The whole bug thread is good information, but: if application developers actually follow approach #3 en masse, won't that massively slow down the system? I see some cargo-cult potential in fsync-after-every-write here. The emacs example may be correct, but it has a couple steps that require extra thought depending on the context of the rewrite. Where data consistency and security are less necessary, example #2 seems just fine, assuming rename() is atomic and a power failure would just leave the old contents in the file.
For Gnome and KDE, Ted suggests using BDB or an idealized version of SQLite instead of the current dot-directories, but I don't imagine that change being implemented any time soon -- Firefox still has some lingering problems from that transition.
"example #2 seems just fine, assuming rename() is atomic and a power failure would just leave the old contents in the file."

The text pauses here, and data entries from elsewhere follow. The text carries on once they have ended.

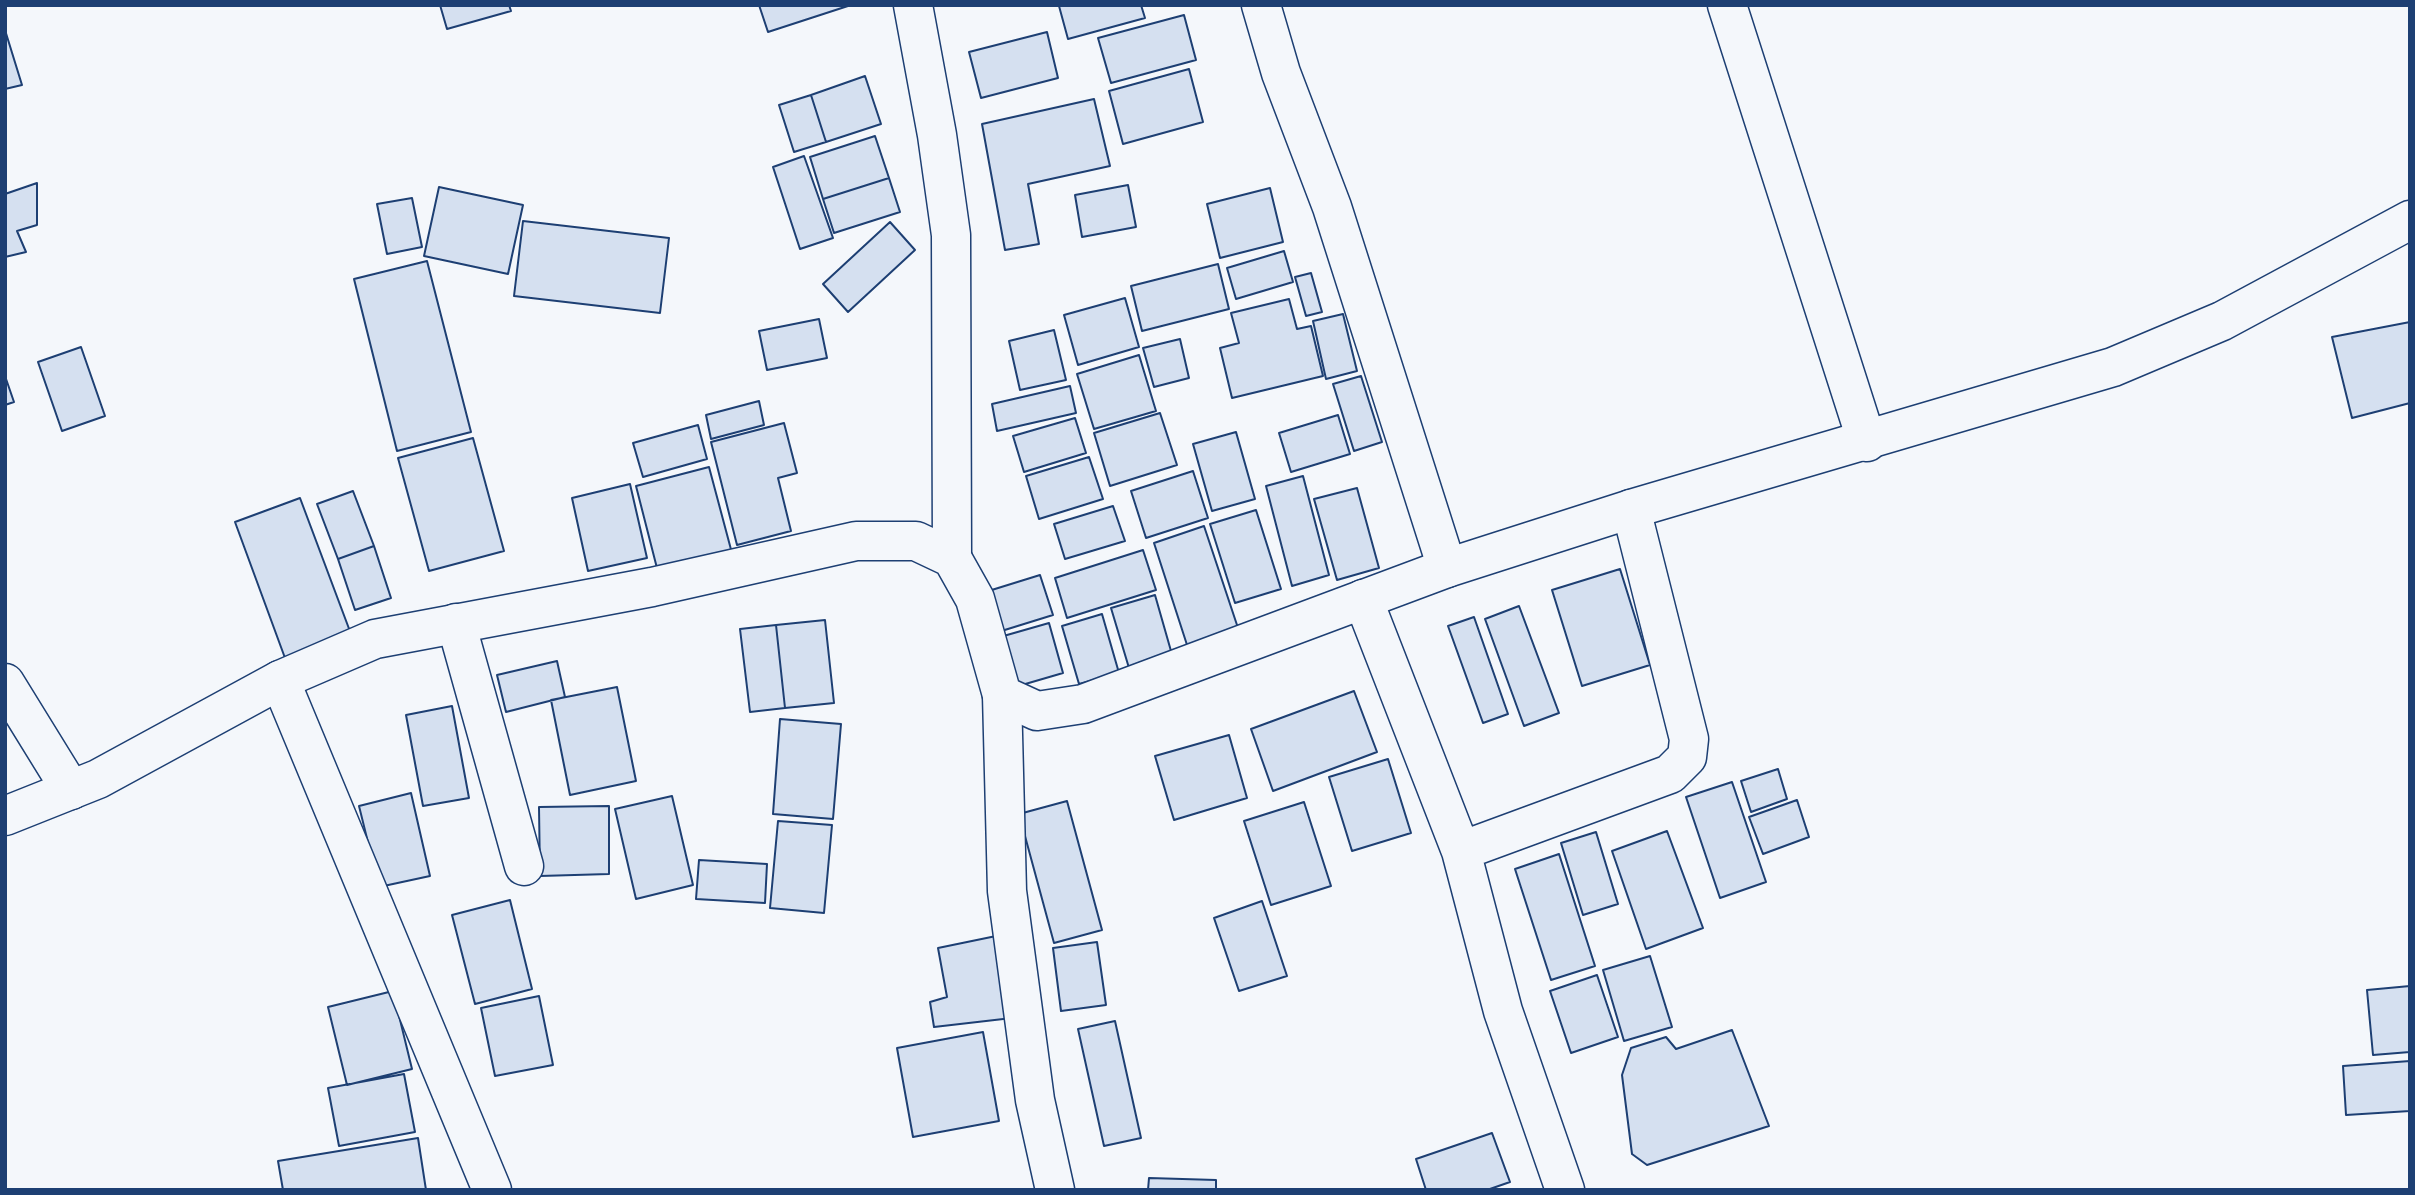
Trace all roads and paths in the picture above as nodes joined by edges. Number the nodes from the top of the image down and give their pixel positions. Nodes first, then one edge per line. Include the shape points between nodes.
1 (913, 5) edge
2 (1261, 5) edge
3 (1727, 5) edge
4 (2410, 220) edge
5 (1867, 442) junction
6 (1631, 509) junction
7 (952, 558) junction
8 (1447, 568) junction
9 (1363, 599) junction
10 (456, 623) junction
11 (279, 680) junction
12 (5, 683) edge
13 (1002, 695) junction
14 (71, 790) junction
15 (5, 816) edge
16 (1461, 851) junction
17 (524, 866) dead end
18 (1053, 1184) edge
19 (492, 1190) edge
20 (1565, 1190) edge

1 - 7 street via 951,235
2 - 8 street via 1281,73 1332,207
3 - 5 street
4 - 5 street via 2222,321 2113,367
5 - 6 street
6 - 8 street
6 - 16 street via 1689,739 1687,757 1670,774
7 - 10 street via 916,541 856,541 652,587
7 - 13 street via 975,599
8 - 9 street
9 - 13 street via 1083,705 1037,711
9 - 16 street
10 - 11 street via 375,639
10 - 17 street
11 - 14 street
11 - 19 street
12 - 14 street
13 - 18 street via 1007,891 1035,1100
14 - 15 street
16 - 20 street via 1503,1011

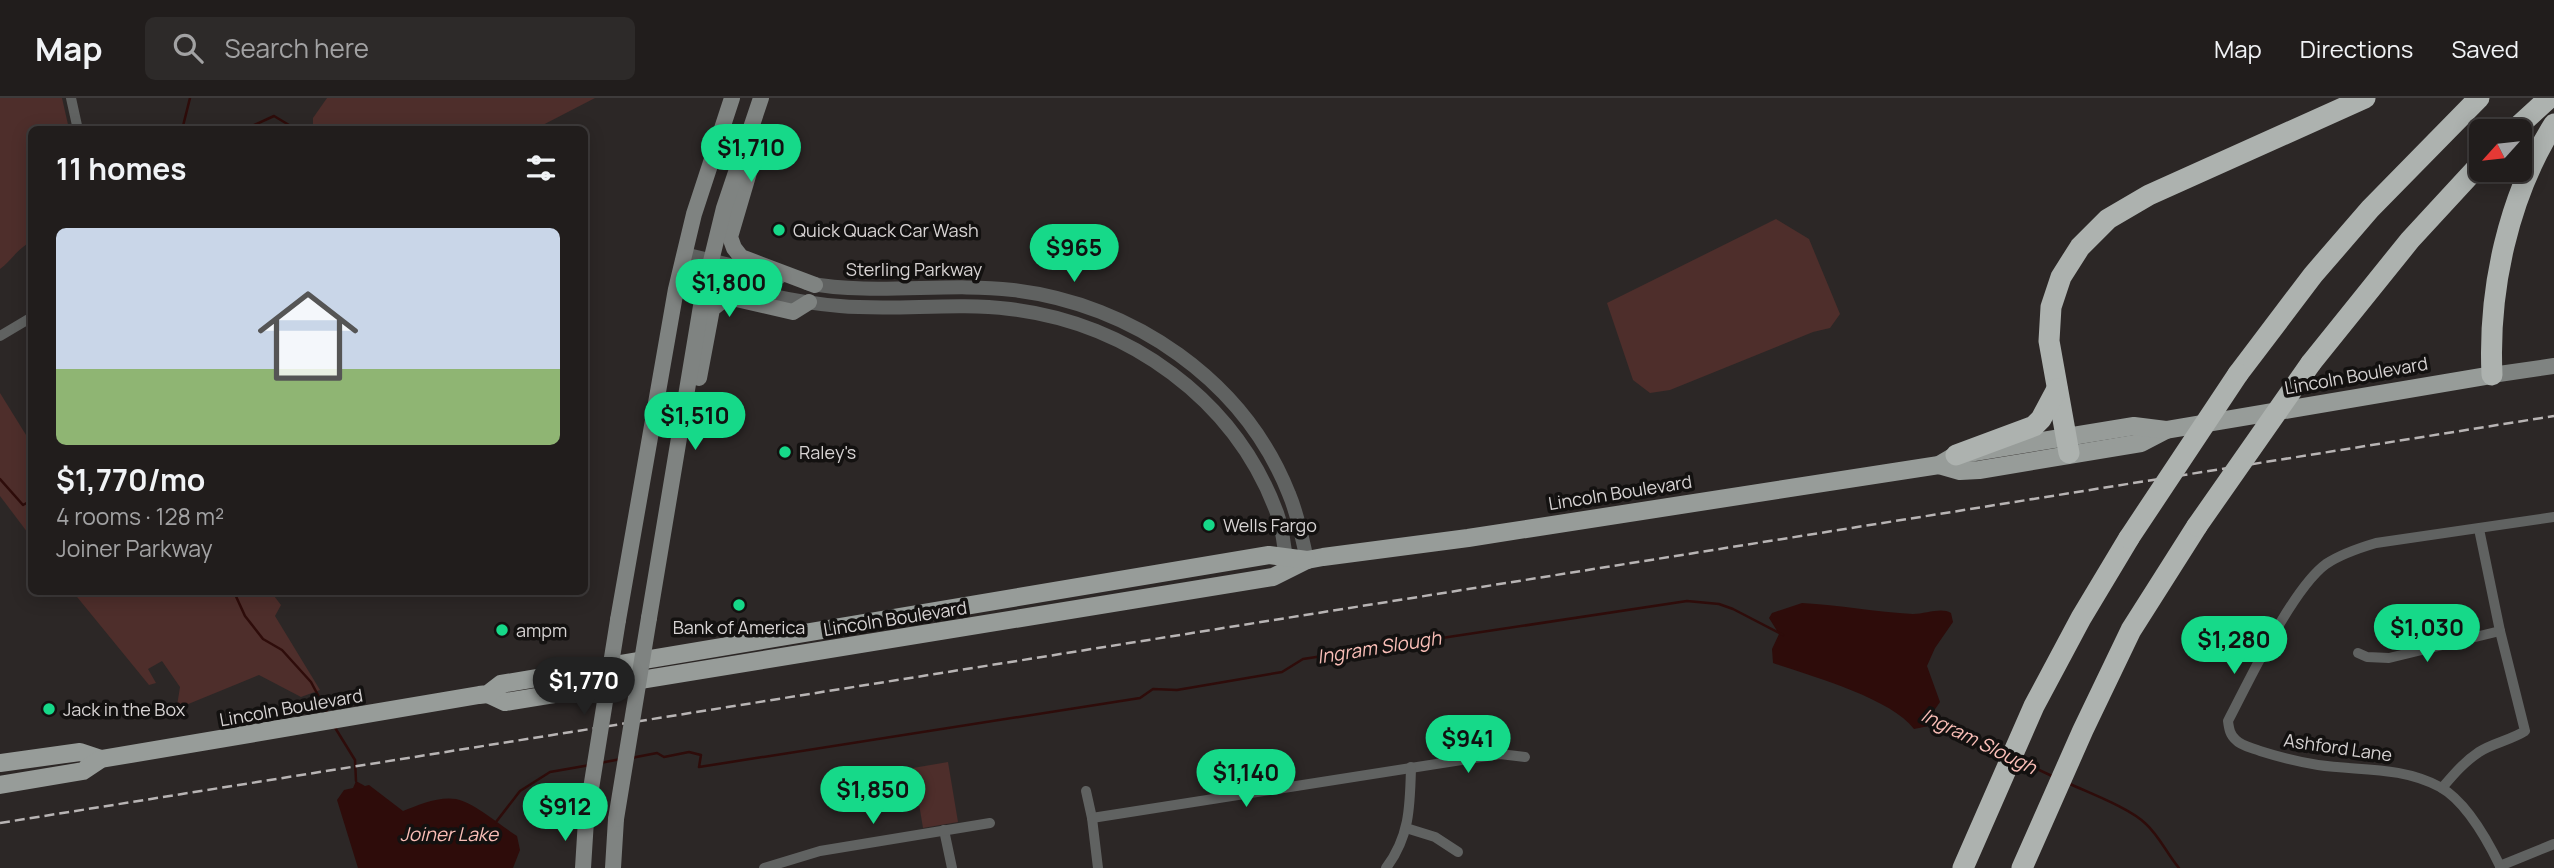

Unfortunately, the 'bug' is that this does not happen. Instead, the truncate hits disk before the new data is written, so that a power loss leaves the file empty rather than merely out-of-date. This behaviour is different on ext4 than on ext3, hence it has only recently become an issue.
To my untrained eye, regardless of what the POSIX standard 'allows', this is a bug that should be fixed. On the bright side, it looks like there are patches ready to be applied that will change the behaviour to match ext3, which is as you describe. If this happens, #2 would remain a relatively safe choice.
> I see some cargo-cult potential in fsync-after-every-write here.
Well, we currently effectively have cargo-cult no-fsync, in that application writers who don't consider the matter get the fast-but-risky behaviour.
I think I'd be happy for naive application writers to get safe-and-slow as a default, learning that they can get fast-but-risky over time (as they, hopefully, become aware of when to use the two approaches).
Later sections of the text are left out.